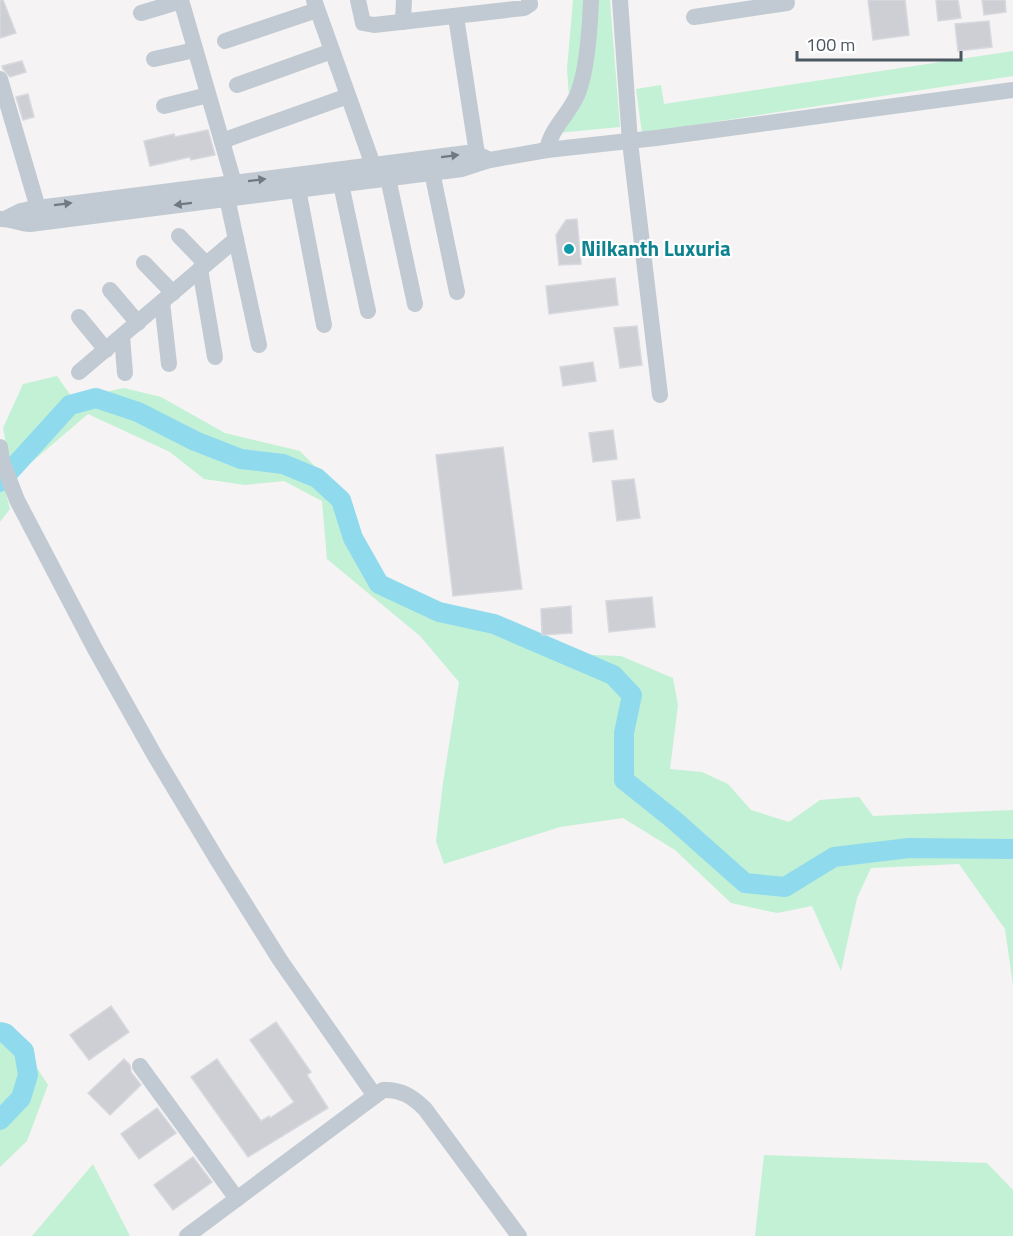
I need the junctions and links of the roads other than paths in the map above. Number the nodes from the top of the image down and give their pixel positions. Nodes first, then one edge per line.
1 (358, 0) edge
2 (404, 0) edge
3 (529, 0) edge
4 (591, 0) edge
5 (620, 0) edge
6 (181, 1) edge
7 (762, 3) edge
8 (787, 3) dead end
9 (316, 5) edge
10 (700, 7) edge
11 (141, 13) dead end
12 (456, 16) junction
13 (403, 22) junction
14 (225, 40) dead end
15 (195, 50) junction
16 (332, 51) junction
17 (154, 59) dead end
18 (0, 80) edge
19 (237, 85) dead end
20 (1013, 90) edge
21 (208, 95) junction
22 (348, 96) junction
23 (164, 106) dead end
24 (222, 141) junction
25 (630, 142) junction
26 (547, 150) junction
27 (483, 157) junction
28 (373, 165) junction
29 (432, 172) junction
30 (388, 178) junction
31 (341, 184) junction
32 (298, 189) junction
33 (230, 191) junction
34 (38, 207) junction
35 (4, 218) edge
36 (179, 236) dead end
37 (236, 239) junction
38 (144, 263) dead end
39 (203, 267) junction
40 (110, 290) dead end
41 (457, 292) dead end
42 (167, 297) junction
43 (415, 304) dead end
44 (368, 311) dead end
45 (79, 317) dead end
46 (138, 323) junction
47 (324, 325) dead end
48 (122, 336) junction
49 (259, 345) dead end
50 (106, 350) junction
51 (215, 357) dead end
52 (169, 364) dead end
53 (79, 372) dead end
54 (125, 373) dead end
55 (660, 395) dead end
56 (1, 454) edge
57 (140, 1066) dead end
58 (375, 1096) junction
59 (237, 1199) junction
60 (187, 1236) edge
61 (519, 1236) edge

1 - 13 street
2 - 13 street
3 - 12 street
4 - 26 street
5 - 25 street
6 - 11 street
6 - 15 street
7 - 8 street
7 - 10 street
9 - 14 street
9 - 16 street
12 - 13 street
12 - 27 street
15 - 17 street
15 - 21 street
16 - 19 street
16 - 22 street
18 - 34 street
20 - 25 street
21 - 23 street
21 - 24 street
22 - 24 street
22 - 28 street
24 - 33 street
25 - 26 street
25 - 55 street
26 - 27 street
28 -> 27 street
27 - 29 street
33 -> 28 street
29 - 30 street
29 - 41 street
30 - 31 street
30 - 43 street
31 - 32 street
31 - 44 street
32 - 33 street
32 - 47 street
34 -> 33 street
33 -> 35 street
33 - 37 street
34 - 35 street
36 - 39 street
37 - 39 street
37 - 49 street
38 - 42 street
39 - 42 street
39 - 51 street
40 - 46 street
42 - 46 street
42 - 52 street
45 - 50 street
46 - 48 street
48 - 50 street
48 - 54 street
50 - 53 street
56 - 58 street
57 - 59 street
58 - 59 street
58 - 61 street
59 - 60 street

#####

◆ Task instructions
From start to finish, output the listing exactly, but omit its pictures.

◆ Answer
I need the junctions and links of the roads other than paths in the map above. Number the nodes from the top of the image down and give their pixel positions. Nodes first, then one edge per line.
1 (358, 0) edge
2 (404, 0) edge
3 (529, 0) edge
4 (591, 0) edge
5 (620, 0) edge
6 (181, 1) edge
7 (762, 3) edge
8 (787, 3) dead end
9 (316, 5) edge
10 (700, 7) edge
11 (141, 13) dead end
12 (456, 16) junction
13 (403, 22) junction
14 (225, 40) dead end
15 (195, 50) junction
16 (332, 51) junction
17 (154, 59) dead end
18 (0, 80) edge
19 (237, 85) dead end
20 (1013, 90) edge
21 (208, 95) junction
22 (348, 96) junction
23 (164, 106) dead end
24 (222, 141) junction
25 (630, 142) junction
26 (547, 150) junction
27 (483, 157) junction
28 (373, 165) junction
29 (432, 172) junction
30 (388, 178) junction
31 (341, 184) junction
32 (298, 189) junction
33 (230, 191) junction
34 (38, 207) junction
35 (4, 218) edge
36 (179, 236) dead end
37 (236, 239) junction
38 (144, 263) dead end
39 (203, 267) junction
40 (110, 290) dead end
41 (457, 292) dead end
42 (167, 297) junction
43 (415, 304) dead end
44 (368, 311) dead end
45 (79, 317) dead end
46 (138, 323) junction
47 (324, 325) dead end
48 (122, 336) junction
49 (259, 345) dead end
50 (106, 350) junction
51 (215, 357) dead end
52 (169, 364) dead end
53 (79, 372) dead end
54 (125, 373) dead end
55 (660, 395) dead end
56 (1, 454) edge
57 (140, 1066) dead end
58 (375, 1096) junction
59 (237, 1199) junction
60 (187, 1236) edge
61 (519, 1236) edge

1 - 13 street
2 - 13 street
3 - 12 street
4 - 26 street
5 - 25 street
6 - 11 street
6 - 15 street
7 - 8 street
7 - 10 street
9 - 14 street
9 - 16 street
12 - 13 street
12 - 27 street
15 - 17 street
15 - 21 street
16 - 19 street
16 - 22 street
18 - 34 street
20 - 25 street
21 - 23 street
21 - 24 street
22 - 24 street
22 - 28 street
24 - 33 street
25 - 26 street
25 - 55 street
26 - 27 street
28 -> 27 street
27 - 29 street
33 -> 28 street
29 - 30 street
29 - 41 street
30 - 31 street
30 - 43 street
31 - 32 street
31 - 44 street
32 - 33 street
32 - 47 street
34 -> 33 street
33 -> 35 street
33 - 37 street
34 - 35 street
36 - 39 street
37 - 39 street
37 - 49 street
38 - 42 street
39 - 42 street
39 - 51 street
40 - 46 street
42 - 46 street
42 - 52 street
45 - 50 street
46 - 48 street
48 - 50 street
48 - 54 street
50 - 53 street
56 - 58 street
57 - 59 street
58 - 59 street
58 - 61 street
59 - 60 street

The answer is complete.